The path to overall wellness involves a delicate balance between the physical, mental, and emotional elements of your being. Oftentimes that process begins by distracting your conscious stream of thought to access your subconscious – a state many induce successfully through meditation.
Long regarded as a core component of Tai Chi, complementary movements lead you to a state of mental and physical balance. With practice, you become aware of the processes involved in your body and mind, a practice that deepens mental thought and can even lead to spiritual insight. Best of all, it’s a technique that can be practiced almost anywhere – requiring no equipment – and results in zero negative impact on your body.
Moving meditation doesn’t mean you have to sequester yourself in a room somewhere. In fact, many people find that by aligning themselves with the elements of nature, they achieve a purer, more organic connection to their inner-selves. This belief has led to the practice of a “walking trance” or “moving meditation.”
Get started today by following these five basic steps:
- Establish your area, whether it’s a dedicated walking path, sidewalk, or some other level surface. Ideally, you’ll have a space of about 15 to 30 feet in length.
- Begin by centering your attention on your standing posture and the touch sensations of your feet as they stand on the ground. Lightly clasp your hands in front of your body, allowing your arms to hang relaxed and naturally. Affix your eyes to a point about 6 feet ahead of you and keep your eyes focused on the ground to avoid any surrounding distractions.

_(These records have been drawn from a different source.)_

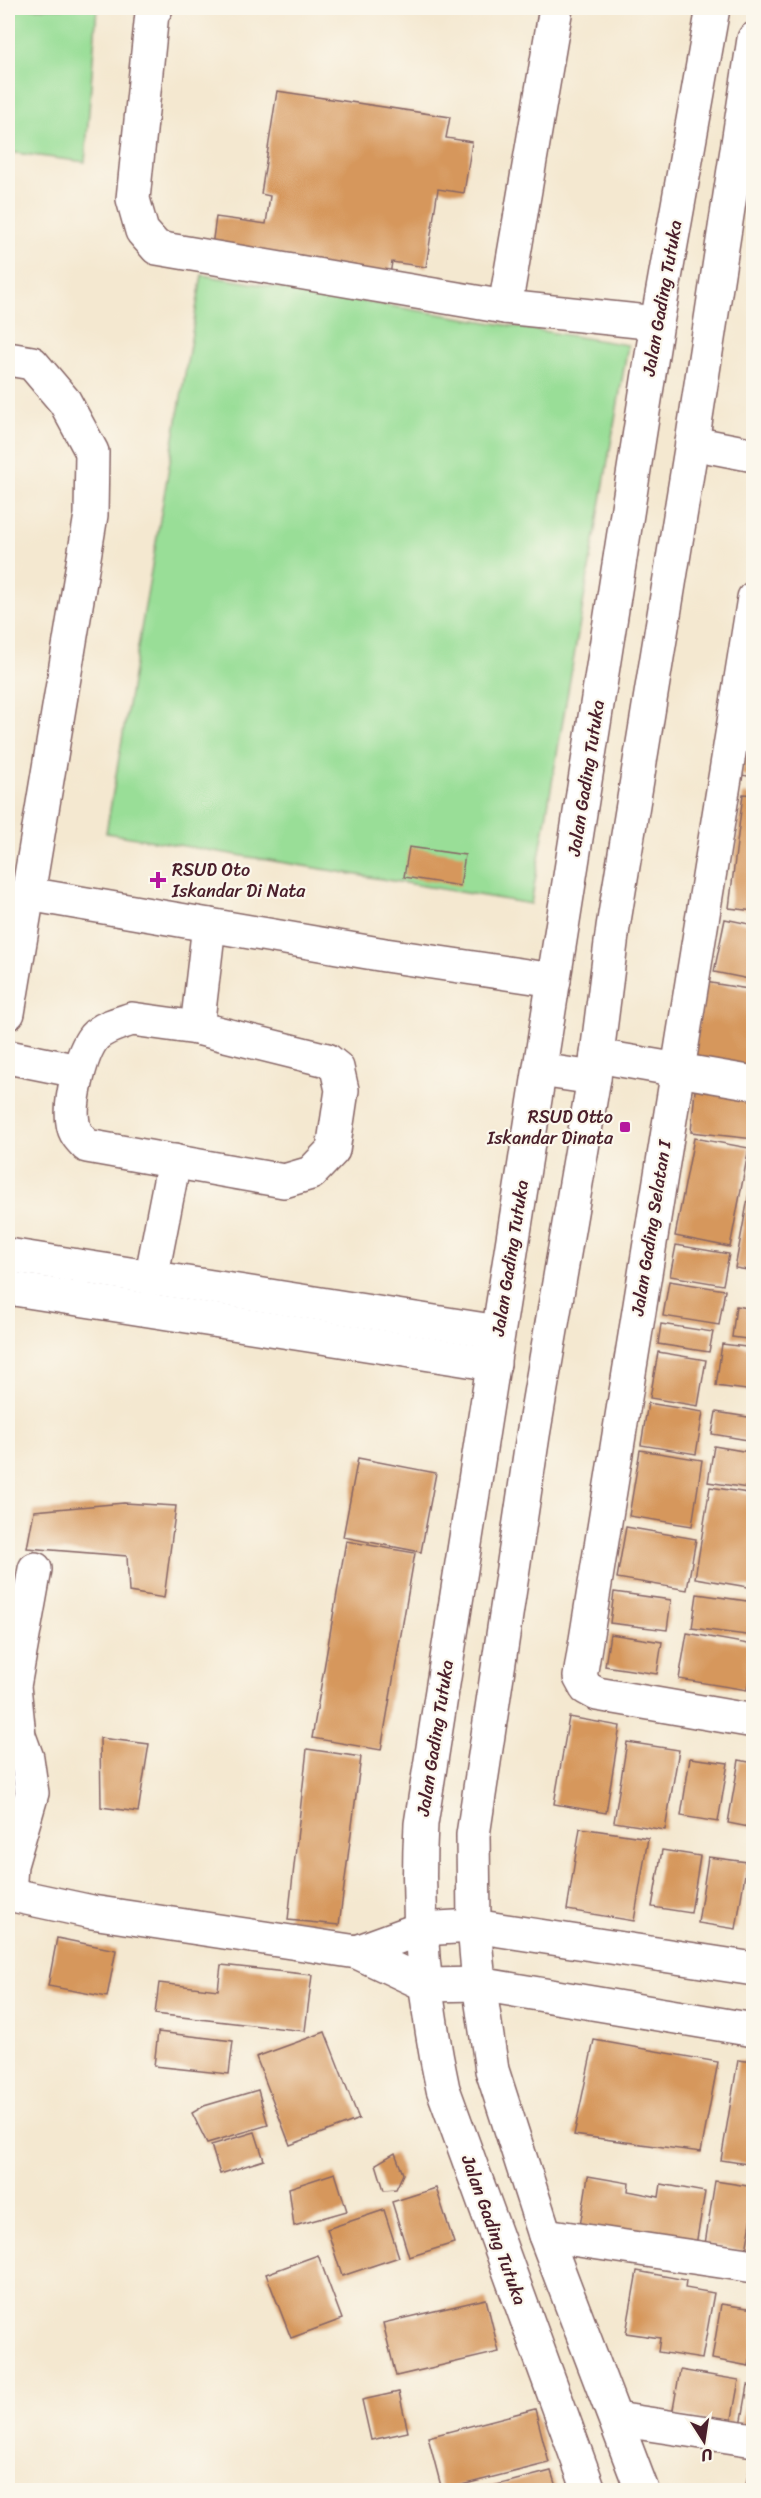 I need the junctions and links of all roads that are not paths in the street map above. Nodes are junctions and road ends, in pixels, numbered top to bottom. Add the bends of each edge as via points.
1 (156, 8) edge
2 (556, 8) edge
3 (712, 8) edge
4 (753, 39) edge
5 (506, 307) junction
6 (657, 324) junction
7 (8, 359) edge
8 (692, 443) junction
9 (753, 455) edge
10 (753, 598) edge
11 (28, 894) junction
12 (209, 925) junction
13 (554, 980) junction
14 (8, 1013) edge
15 (197, 1028) junction
16 (8, 1058) edge
17 (596, 1067) junction
18 (540, 1070) junction
19 (676, 1070) junction
20 (78, 1071) junction
21 (753, 1083) edge
22 (174, 1161) junction
23 (8, 1255) edge
24 (151, 1279) junction
25 (8, 1288) edge
26 (498, 1332) junction
27 (494, 1364) junction
28 (35, 1569) dead end
29 (753, 1721) edge
30 (8, 1894) edge
31 (474, 1926) junction
32 (420, 1929) junction
33 (357, 1952) junction
34 (753, 1969) edge
35 (479, 1984) junction
36 (427, 1985) junction
37 (753, 2030) edge
38 (545, 2235) junction
39 (753, 2266) edge
40 (616, 2419) junction
41 (753, 2440) edge
42 (589, 2490) edge
43 (642, 2490) edge

1 - 5 main road via 152,13 133,199 142,231 157,248
2 - 5 main road
3 - 6 main road, Jalan Gading Tutuka
4 - 8 main road
5 - 6 main road
6 - 13 main road, Jalan Gading Tutuka
7 - 11 main road via 32,363 65,402 92,452 91,515
8 - 9 main road
8 - 17 main road via 613,927
10 - 19 main road, Jalan Gading Selatan I
11 - 12 main road
11 - 14 main road
12 - 13 main road
12 - 15 main road
13 - 18 main road, Jalan Gading Tutuka
15 - 20 main road via 132,1019 110,1026 94,1036
15 - 22 main road via 327,1060 337,1068 342,1090 333,1150 311,1173 284,1180
16 - 20 main road
17 - 18 main road
17 - 19 main road
17 - 31 main road via 533,1435 473,1835
18 - 26 main road, Jalan Gading Tutuka
19 - 21 main road
19 - 29 main road, Jalan Gading Selatan I via 580,1677 586,1688 597,1694
20 - 22 main road via 72,1122 87,1146
22 - 24 main road
23 - 24 main road
24 - 26 main road
25 - 27 main road
26 - 27 main road, Jalan Gading Tutuka
27 - 32 main road, Jalan Gading Tutuka via 421,1824
28 - 30 main road via 14,1686 19,1736 32,1793 11,1865
30 - 33 main road via 92,1912
31 - 32 main road
31 - 34 main road
31 - 35 main road
32 - 33 main road
32 - 36 main road, Jalan Gading Tutuka
33 - 36 main road
35 - 36 main road
35 - 37 main road
35 - 38 main road via 492,2070
36 - 42 main road, Jalan Gading Tutuka via 443,2089
38 - 39 main road
38 - 40 main road
40 - 41 main road
40 - 43 main road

- Move forward by focusing your attention on the sensations received on the soles of your feet, ignoring feedback from every other part of your body (for the moment).
- For the first few minutes, take note of the actions involved in the steps you’re taking: lift, extend, and drop. After this, take note of the additional actions your walking entails: lift, extend, drop, touch and connect. NOTE: Be careful your mental noting doesn’t become too mechanical as it can result in a loss of the sensation of movement.
- With this focus, try to achieve 30 minutes of continual walking back and forth over the same path, allowing your mind to relax as it settles into the pattern. Gradually increase your awareness from the soles of your feet up through every other part of your body, releasing the tension in your calves, knees, thighs, hips, back, arms, shoulders, and neck.
NOTE: Conscious thought will naturally spring up in the event of distraction. If it is something that is vital to your safety, you can response accordingly. Otherwise, do your best to suppress it by stopping your movement, noting the thought, letting it go, and continuing on undeterred.